Newspapers: A sad milestone in New Orleans
The Times-Picayune announced that it will publish only three days a week and direct more resources to an online edition.
In New Orleans, loyal readers reacted with “a combination of shock, incredulity, anger, and sadness,” said John Pope in The Washington Post. The city’s beloved 175-year-old newspaper, The Times-Picayune, announced this week that it will publish only three days a week, slash its staff by a third, and move precious remaining resources to an online edition. It’s a last-ditch effort to stanch huge losses in advertising and circulation following Hurricane Katrina in 2005. When that storm brought the city to its knees, said David Carr in The New York Times, the professional journalists of The Times-Picayune did their jobs “even as their families dispersed and their houses were underwater.” The newspaper’s steadfast work “reunited families” and “brought order out of incredible chaos.” Over the years, The Times-Picayune has exposed rogue cops, corrupt politicians, and a broken prison system. But can a newspaper play a vital role in a community “when it doesn’t land day after day on doorsteps”?

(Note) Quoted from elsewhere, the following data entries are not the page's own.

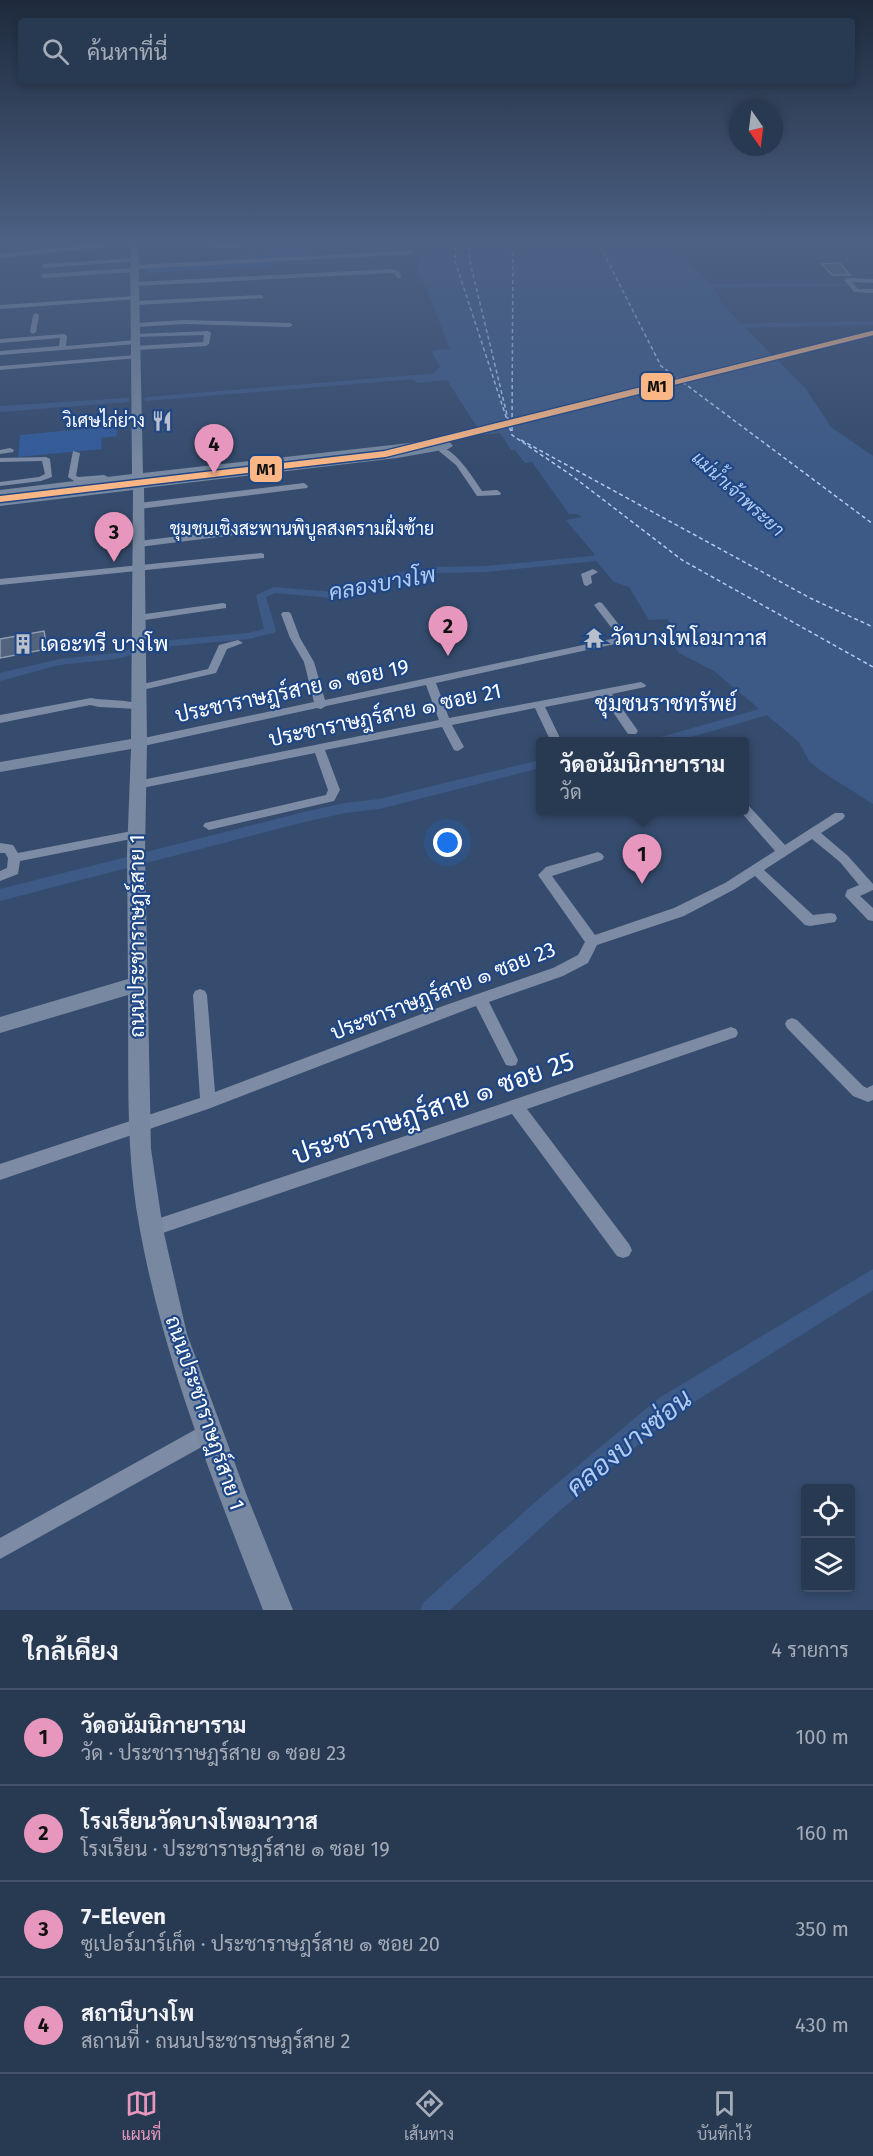 <!DOCTYPE html>
<html lang="th">
<head>
<meta charset="utf-8">
<style>
	body { margin:0; font-family:"Fira Sans",Sarabun,sans-serif; background:#34445c; color:#f1f3f6 }
	.controls { position:absolute; right:18px; bottom:18px; display:grid; overflow:hidden; border-radius:6px; box-shadow:0 3px 9px #0003 }
	.controls button { width:54px; height:54px; display:grid; place-items:center; padding:0; border:0; border-bottom:2px solid #445369; background:#283952; color:#f1f3f6; font:30px sans-serif }
	.compass { position:absolute; left:729px; top:102px; width:54px; height:54px; border-radius:50%; background:#283952; box-shadow:0 3px 9px #0003; rotate:166deg }
	.you { position:absolute; left:448px; top:843px; width:21px; height:21px; margin:-15px; border:4px solid #fff; border-radius:50%; background:#1a73e8; box-shadow:0 0 0 9px #1a73e833 }
	.badge { display:grid; place-items:center; width:39px; height:39px; border-radius:50%; background:#e797bd; color:#111; font-size:20px; font-weight:700 }
	.pin { position:absolute; translate:-50% -50px; filter:drop-shadow(0 2px 3px #0008) }
	.pin::after { content:''; position:absolute; top:32px; width:21px; height:18px; background:inherit; clip-path:polygon(0 0,100% 0,50% 100%) }
	.popup { position:absolute; left:536px; top:737px; width:213px; height:78px; box-sizing:border-box; display:grid; place-content:center; border-radius:6px; background:#283952; filter:drop-shadow(0 2px 4px #0005); font-size:20px; white-space:nowrap; color:#a5acb8 }
	.popup b { font-size:22px; color:#f1f3f6 }
	.popup::after { content:''; position:absolute; left:50%; top:100%; margin-left:-12px; border:12px solid transparent; border-top-color:#283952 }
	.list { margin:0; padding:0; list-style:none }
	h2 { display:flex; justify-content:space-between; align-items:center; height:78px; margin:0; padding:0 24px; font-size:26px }
	h2 small { font-size:20px; font-weight:400; color:#a5acb8 }
	.list li { display:grid; grid-template-columns:39px 1fr auto; gap:18px; align-items:center; box-sizing:border-box; height:96px; padding:0 24px; border-top:2px solid #445369 }
	.list b { display:block; font-size:22px; white-space:nowrap }
	.list p { margin:0; font-size:20px; white-space:nowrap; color:#a5acb8 }
	.list em { font-size:20px; font-style:normal; color:#a5acb8 }
	.icon { flex:none; width:33px; height:33px; fill:none; stroke:currentColor; stroke-width:2; stroke-linecap:round; stroke-linejoin:round }
	.map { position:relative; flex:none; width:873px; height:1610px; overflow:hidden }
	.search { position:absolute; background:#283952; box-shadow:0 3px 9px #0003; left:18px; right:18px; top:18px; height:66px; display:flex; align-items:center; gap:15px; box-sizing:border-box; padding:0 21px; border-radius:6px; color:#a5acb8; font-size:22px }
	.sheet { height:462px; background:#283952 }
	nav { display:flex; justify-content:space-around; align-items:center; box-sizing:border-box; height:84px; border-top:2px solid #445369; background:#283952; font-size:16px; color:#a5acb8 }
	nav a { display:grid; justify-items:center; gap:3px }
	nav .on { color:#e797bd }
	.map>svg:first-child { display:block }
	.green { fill:#335c9b }
	.water { fill:#3d5a87 }
	.lines { fill:none; stroke-linecap:round; stroke-linejoin:round }
	.canal { fill:#3d5a87; fill-rule:evenodd }
	.ferry { stroke:#b2ccf1; stroke-width:1.5; stroke-dasharray:4 3; stroke-linecap:butt }
	.building { fill:#52637e; stroke:#909db2; stroke-width:1.5 }
	.street { fill:#7d8ca4; fill-rule:evenodd }
	.secondary { fill:#7788a0; fill-rule:evenodd }
	.metro-1-far1-casing { stroke:#1f4685; stroke-width:7 }
	.metro-1-casing { stroke:#1f4685; stroke-width:9 }
	.metro-1-far1 { stroke:#fab685; stroke-width:4.5 }
	.metro-1 { stroke:#fab685; stroke-width:6 }
	.labels { text-anchor:middle; stroke-width:4.5; stroke-linejoin:round; paint-order:stroke }
	.far-poi-label { font-size:18px; fill:#fff; stroke:#1f4685; text-anchor:end }
	.far-water-label { font-size:18px; font-style:italic; fill:#b2ccf1; stroke:#1f4685 }
	.far-neighbourhood-label { font-size:18px; fill:#fff; stroke:#1f4685 }
	.poi-label { font-size:21px; fill:#fff; stroke:#1f4685; text-anchor:start }
	.street-label { font-size:21px; fill:#fff; stroke:#1f4685 }
	.water-label { font-size:22px; font-style:italic; fill:#b2ccf1; stroke:#1f4685 }
	.neighbourhood-label { font-size:22px; fill:#fff; stroke:#1f4685 }
	.near-street-label { font-size:26px; fill:#fff; stroke:#1f4685 }
	.near-water-label { font-size:27px; font-style:italic; fill:#b2ccf1; stroke:#1f4685 }
	.line-badge { stroke:#1f4685; stroke-width:2 }
	.pale-badge-label { font-size:16px; text-anchor:middle; font-weight:bold; fill:#111 }
</style>
</head>
<body>
<div class="map">
<svg width="873" height="1610" viewBox="0 0 873 1610">
	<rect width="100%" height="100%" fill="#364c6e"/>
	<path class="green" d="M311,240h4l3,9 -10,2 2,8 -38,2 2,5 -126,7 -1,-7 100,-6 -1,-5 5,-1v-8l7,-1 1,10h7l2,-10 42,-2z
		M116,426l1,10 -16,2 1,11 -84,8 2,-22z"/>
	<path class="water" d="M423,240h253l6,5 8,19 22,22 11,19 83,84 25,38 42,29v348l-52,-33 -12,-10 -10,-19 -85,-71 -35,-18 -16,-21 14,-2 -10,-11 -18,1 -20,-33 -15,-5 -19,-22 -9,-1 9,-4 -29,-35 16,-3 -4,-3h-9l-37,-52 -7,1 -10,-13h-4l-11,-17 -18,2 -35,-55 -30,3 -7,-5 21,-2 9,-9 -8,-15 2,-2 16,-1 -26,-66c-11,-11 -3,-29 -1,-43z"/>
	<g class="lines">
		<path class="canal" d="M845,283l2,3 -153,2 -3,-2 3,-2z
			M873,321v4l-148,3 -4,-2 4,-2z
			M450,372h3v4l-306,25 -4,-2 4,-2z
			M126,398h3v4l-129,10v-6z
			M613,554l5,3 -1,2 -131,13 -48,1 -40,6 -65,19 -58,-5 -9,4 10,34 -2,2 -26,6 -86,8 -46,12 -57,6 -59,16v-8l59,-14 57,-6 46,-12 86,-8 16,-4 -8,-34 18,-8 59,5 64,-19 41,-6 48,-1z
			M777,704l4,1 2,3 -2,3 -107,31h-22l2,-3z
			M540,760v8l-161,41 -34,4 -45,10 -300,78v-12l300,-76 45,-10 34,-4z
			M873,1269v21l-198,124 -118,99 -107,97h-30l4,-8 117,-105 118,-99z"/>
		<path class="ferry" d="M456,240l-1,21 57,174 59,40 111,85 191,107
			M471,240l-2,18 40,165
			M597,240l64,126 212,158
			M512,431l1,-191
			M521,440l289,158 63,29"/>
	</g>
	<path class="building" d="M840,263l10,12h-18l-10,-11z
		M44,631l3,18 -47,9v-19z"/>
	<g class="lines">
		<path class="street" d="M38,240h6l-1,4h-4z
			M171,240h38l5,4 65,-2 3,2 -3,2 -65,2 -8,-3 -3,-5 -99,7 -104,11v-4l104,-11z
			M410,251l2,3 -275,15 1,1 -3,2 -92,6 -3,-2 3,-2 90,-6 -1,-1 3,-2z
			M135,258l2,3 -93,7 -3,-2 3,-2z
			M392,269l8,3 1,6h-4l-2,-4 -3,-1 -257,13 -3,-2 3,-2z
			M847,278l26,1v4l-21,-1 6,7h15v4l-19,-1 -10,-12z
			M262,295l2,3 -128,7 -3,-2 3,-2z
			M136,296l2,3 -138,10v-4z
			M36,313l3,2 -3,17 -3,2 -3,-2 3,-17z
			M184,320l106,3 3,2 -3,2 -106,-3 -48,3 -3,-2 3,-2z
			M208,331l3,2 -2,11 -3,2 -70,4 -3,-2 3,-2 67,-4 1,-7 -70,2v-2l2,-1z
			M64,334l3,2 -1,10 70,-6 3,2 -3,2 -136,11v-4l59,-5 1,-8 -60,5v-4z
			M136,355l2,1v2l-138,12v-4z
			M439,447c15,0 35,32 43,44l15,-1 4,3 -1,2 -23,1 -21,-31 -17,-14z
			M10,448l4,2 -1,2 -13,2v-4z
			M73,451l7,2 -4,23 3,1 25,-2 4,2 -1,2 -24,3 -1,4h-6l-2,-5 -6,-4z
			M46,457l4,2 2,18 -11,4 -41,5v-4l39,-5 6,-3 -3,-13 -42,1v-4z
			M304,483l4,3 -1,2 -168,21 -4,-3 4,-3z
			M286,523l3,1v4l-150,19 -5,-3 5,-3z
			M261,553l3,1v4l-264,27v-6z
			M593,569l5,3 -7,4 1,7 -5,3 -3,-1 -3,-11z
			M599,602l3,1 25,32 -3,7 -188,41 13,35 192,-36 5,3 -1,2 -33,7 26,37 -2,3h-8l-26,-38 -57,11 17,35h-11l-16,-34 -83,17 12,22 -6,4 -4,-1 -12,-23 -117,23 15,40 -6,11 -125,29 -6,-4 2,-3 121,-28 2,-5 -13,-37 -178,36 -6,-4 6,-4 302,-61 -13,-35 -100,21 -5,3 -4,-1 -178,39 -4,-1 -2,-3 2,-3 4,-1 175,-37 -10,-40 -14,-24 -9,-24 2,-2h6l2,2 9,24 14,24 11,38 291,-62 1,-3 -23,-30z
			M223,603l3,1v4l-88,13 -5,-3 5,-3z
			M238,640l5,3 -16,6 -11,24 -78,18 -5,-3 1,-2 74,-17 11,-24z
			M91,698c14,3 43,1 52,8l-5,3 -39,-2 -9,-2 -90,18v-8z
			M744,804l4,1 37,40 50,-32h8l2,3 -2,3 -22,14 27,23 25,28v6l-13,6 13,12v13l-5,-1 -23,-24 2,-6 12,-5 -19,-23 -28,-23 -48,31 49,45 17,-2 5,1 2,4 -2,4 -25,4 -5,-1 -50,-49 -20,13 -51,27 -87,29 -9,18 -25,13 -74,26 29,58 -2,5 -5,1 -5,-1 -30,-59 -268,103 -208,71v-16l200,-66 -7,-103 2,-4 5,-2 5,2 2,4 8,97 228,-86 110,-38 25,-13 7,-13 -47,-67 8,-8 52,-15 4,2 2,3 -2,3 -50,16 43,59 79,-27 51,-25 50,-32 -35,-40 4,-1z
			M137,830l6,4 -2,3 -121,24 -2,13 -18,7v-10l7,-3 1,-10 -3,-5h-5v-10l13,2 5,8z
			M792,1018l5,2 66,66 4,2 6,-3v15l-5,2 -15,-6 -66,-68 -2,-4 2,-4z
			M731,1027l5,2 2,4 -2,4 -209,72 102,135 3,6 -3,6 -6,2 -6,-2 -105,-142 -361,123 -6,-2 -2,-6 2,-6 6,-2z
			M209,1422l7,3 3,7 -3,7 -216,120v-21z"/>
		<path class="secondary" d="M130,240h8l5,233 293,-33 13,1 4,5 -5,3 -51,9 -253,30 3,255 -2,110 6,296 12,80 24,105 60,162 46,114h-30c-48,-124 -99,-248 -123,-380 -15,-77 -11,-157 -12,-235l-128,38v-16l128,-38 -1,-126 4,-104 -131,23v-10l131,-23 2,-249 -133,16v-8l132,-17 -132,15v-6l132,-16zM413,449l-16,3 -253,30v-2z"/>
		<g class="metro-1-far1-casing">
			<path id="metro-1-far1" d="M644,390l229,-57"/>
		</g>
		<g class="metro-1-casing">
			<path id="metro-1" d="M0,499l385,-45 265,-66"/>
		</g>
		<use href="#metro-1-far1" class="metro-1-far1"/>
		<use href="#metro-1" class="metro-1"/>
	</g>
	<linearGradient id="sky" x2="0" y2="1"><stop stop-color="#1e2a3c"/><stop offset="0.52" stop-color="#4c6184"/><stop offset="1" stop-color="#4c6184" stop-opacity="0"/></linearGradient>
	<rect width="873" height="465" fill="url(#sky)"/>
	<defs>
		<g id="restaurant-bare" transform="scale(1.62)"><path d="M-5-6h1v4h1v-4h1v4h1v-4h1v5L-1.5 .5V6h-2V.5L-5-1ZM5-6V6H3V1.5H1.5Q1.5-4 5-6Z" fill="#b9c0cc" stroke="#1f4685" stroke-width="2.5" paint-order="stroke"/></g>
		<g id="temple-bare" transform="scale(1.62)"><path d="M0-6L5-2H3V0L6.5 2.5H4V6H1.5V3h-3V6H-4V2.5H-6.5L-3 0V-2H-5Z" fill="#b9c0cc" stroke="#1f4685" stroke-width="2.5" paint-order="stroke"/></g>
		<g id="building-bare" transform="scale(1.62)"><path d="M-4-6H4V6H1V3H-1V6H-4ZM-2.5-4.3h1.7v1.8h-1.7ZM.8-4.3h1.7v1.8H.8ZM-2.5-1h1.7V.8h-1.7ZM.8-1h1.7V.8H.8Z" fill="#b9c0cc" stroke="#1f4685" stroke-width="2.5" paint-order="stroke"/></g>
	</defs>
	<g fill-rule="evenodd">
		<use href="#restaurant-bare" x="162" y="421"/>
		<use href="#temple-bare" x="594" y="638"/>
		<use href="#building-bare" x="23" y="644"/>
	</g>
	<g class="labels">
		<g class="far-poi-label">
			<text x="145" y="427">วิเศษไก่ย่าง</text>
		</g>
		<g class="far-water-label">
			<text transform="translate(738 494) rotate(42)" y="6">แม่น้ำเจ้าพระยา</text>
		</g>
		<g class="far-neighbourhood-label">
			<text x="302" y="535">ชุมชนเชิงสะพานพิบูลสงครามฝั่งซ้าย</text>
		</g>
		<g class="poi-label">
			<text x="611" y="645">วัดบางโพโอมาวาส</text>
			<text x="40" y="651">เดอะทรี บางโพ</text>
		</g>
		<g class="street-label">
			<text transform="translate(292 691) rotate(-12)" y="7">ประชาราษฎร์สาย ๑ ซอย 19</text>
			<text transform="translate(385 715) rotate(-12)" y="7">ประชาราษฎร์สาย ๑ ซอย 21</text>
			<text transform="translate(137 936) rotate(-90)" y="7">ถนนประชาราษฎร์สาย 1</text>
			<text transform="translate(443 991) rotate(-21)" y="7">ประชาราษฎร์สาย ๑ ซอย 23</text>
			<text transform="translate(205 1413) rotate(71)" y="7">ถนนประชาราษฎร์สาย 1</text>
		</g>
		<g class="water-label">
			<text transform="translate(382 583) rotate(-10)" y="8">คลองบางโพ</text>
		</g>
		<g class="neighbourhood-label">
			<text x="666" y="711">ชุมชนราชทรัพย์</text>
		</g>
		<g class="near-street-label">
			<text transform="translate(433 1108) rotate(-19)" y="9">ประชาราษฎร์สาย ๑ ซอย 25</text>
		</g>
		<g class="near-water-label">
			<text transform="translate(629 1443) rotate(-39)" y="9">คลองบางซ่อน</text>
		</g>
	</g>
	<g class="line-badge">
		<rect x="640" y="372" width="34" height="29" rx="6" fill="#fab685"/>
		<rect x="249" y="455" width="34" height="28" rx="6" fill="#fab685"/>
	</g>
	<g class="pale-badge-label">
		<text x="657" y="392">M1</text>
		<text x="266" y="475">M1</text>
	</g>
</svg>
<div class="controls">
<button><svg class="icon" aria-label="locate" viewBox="0 0 24 24"><circle cx="12" cy="12" r="6"/><path d="M12 2v4M12 18v4M2 12h4M18 12h4"/></svg></button>
<button><svg class="icon" aria-label="layers" viewBox="0 0 24 24"><path d="M12 4l9 5-9 5-9-5zM3 14l9 5 9-5"/></svg></button>
</div>
<svg class="compass" viewBox="-18 -18 36 36"><path d="M0-13l5 13h-10z" fill="#e53935"/><path d="M0 13l5-13h-10z" fill="#a5acb8"/></svg>
<div class="you"></div>
<div class="pin badge" style="left:642px;top:884px">1</div>
<div class="popup"><b>วัดอนัมนิกายาราม</b>วัด</div>
<div class="pin badge" style="left:448px;top:656px">2</div>
<div class="pin badge" style="left:114px;top:562px">3</div>
<div class="pin badge" style="left:214px;top:474px">4</div>
<div class="search"><svg class="icon" aria-label="search" viewBox="0 0 24 24"><circle cx="10" cy="10" r="6"/><path d="M15 15l6 6"/></svg>ค้นหาที่นี่</div>
</div>
<section class="sheet">
<h2>ใกล้เคียง<small>4 รายการ</small></h2>
<ul class="list">
<li><span class="badge">1</span><div><b>วัดอนัมนิกายาราม</b><p>วัด · ประชาราษฎร์สาย ๑ ซอย 23</p></div><em>100 m</em></li>
<li><span class="badge">2</span><div><b>โรงเรียนวัดบางโพอมาวาส</b><p>โรงเรียน · ประชาราษฎร์สาย ๑ ซอย 19</p></div><em>160 m</em></li>
<li><span class="badge">3</span><div><b>7-Eleven</b><p>ซูเปอร์มาร์เก็ต · ประชาราษฎร์สาย ๑ ซอย 20</p></div><em>350 m</em></li>
<li><span class="badge">4</span><div><b>สถานีบางโพ</b><p>สถานที่ · ถนนประชาราษฎร์สาย 2</p></div><em>430 m</em></li>
</ul>
</section>
<nav>
<a class="on"><svg class="icon" aria-label="map" viewBox="0 0 24 24"><path d="M3 6l6-2 6 2 6-2v14l-6 2-6-2-6 2zM9 4v14M15 6v14"/></svg>แผนที่</a>
<a><svg class="icon" aria-label="directions" viewBox="0 0 24 24"><path d="M12 3l9 9-9 9-9-9zM9 14v-3h6M13 9l2 2-2 2"/></svg>เส้นทาง</a>
<a><svg class="icon" aria-label="saved" viewBox="0 0 24 24"><path d="M7 4h10v16l-5-4-5 4z"/></svg>บันทึกไว้</a>
</nav>
</body>
</html>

It’s not paper and ink we should care about saving, said Jeff Jarvis in BuzzMachine.com. “It’s the journalism and service.” As the Web grows in importance and reach, 14 daily papers have closed since 2007. Only a hybrid print-online model will save more papers from going under. Still, it will be an uncertain transition, said Nat Ives in Ad Age. On the Web, newspapers give their content away for free, and online ads cost just a fraction of what print ads do. The Times-Picayune, for example, took in $64.7 million last year in print advertising, but only $5.7 million via its website. Online revenue won’t pay for the kind of crusading journalism produced by The Times-Picayune, let alone that of a larger newspaper.
To avoid “slow suicide,” newspapers must “swallow hard,” and start charging for online content, said David Simon in the Columbia Journalism Review. The New York Times and The Wall Street Journal have already “embraced the paywall, and they are seeing significant revenue”—tens of millions of dollars. Other major newspapers must follow. Once the stories in the big dailies are no longer shipped around the Web for free, papers like The Times-Picayune can start charging for local content, too—maybe at half or a third of the cost of print delivery. Those who shout that “information wants to be free” don’t understand a very basic fact: “Until newspapers recover a revenue stream for their online product, they have no future.”